** Opening Records supplied block **

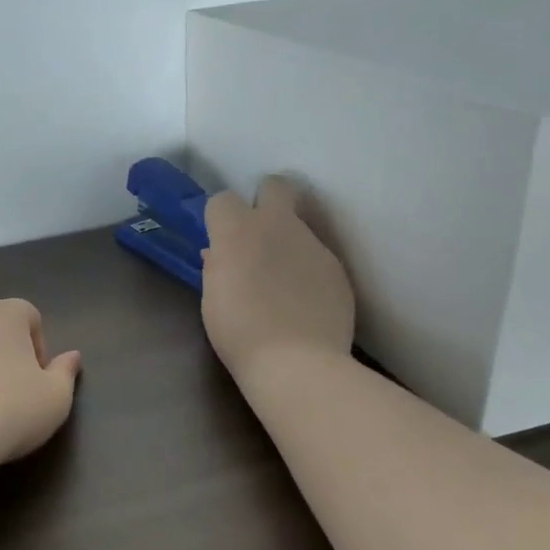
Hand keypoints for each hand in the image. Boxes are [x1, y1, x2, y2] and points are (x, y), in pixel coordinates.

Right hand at [202, 176, 355, 381]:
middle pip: (275, 186)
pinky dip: (308, 271)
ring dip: (288, 242)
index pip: (223, 199)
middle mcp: (278, 226)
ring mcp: (313, 244)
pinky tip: (304, 301)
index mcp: (237, 231)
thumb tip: (218, 253)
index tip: (220, 240)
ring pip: (300, 226)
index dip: (220, 218)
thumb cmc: (239, 332)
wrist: (297, 363)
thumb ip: (217, 267)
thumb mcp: (212, 299)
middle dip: (266, 199)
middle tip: (259, 233)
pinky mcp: (337, 267)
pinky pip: (317, 257)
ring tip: (283, 282)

** Closing Records supplied block **

*Task objective*. Repeat, with no pictures, each line from the beginning of the data through the line containing "middle dip: (266, 199)", inclusive.

*The completed task*.
Hand keypoints for each hand in the image. Boxes are [x1, y1, x2, y2] and points are (x, y), in pixel coordinates.

Right hand at [202, 176, 355, 381]:
middle pip: (275, 186)
pinky dip: (308, 271)
ring dip: (288, 242)
index pip: (223, 199)
middle mcp: (278, 226)
ring mcp: (313, 244)
pinky tip: (304, 301)
index mcp: (237, 231)
thumb tip: (218, 253)
index tip: (220, 240)
ring pip: (300, 226)
index dip: (220, 218)
thumb cmc: (239, 332)
wrist: (297, 363)
thumb ip: (217, 267)
thumb mcp: (212, 299)
middle dip: (266, 199)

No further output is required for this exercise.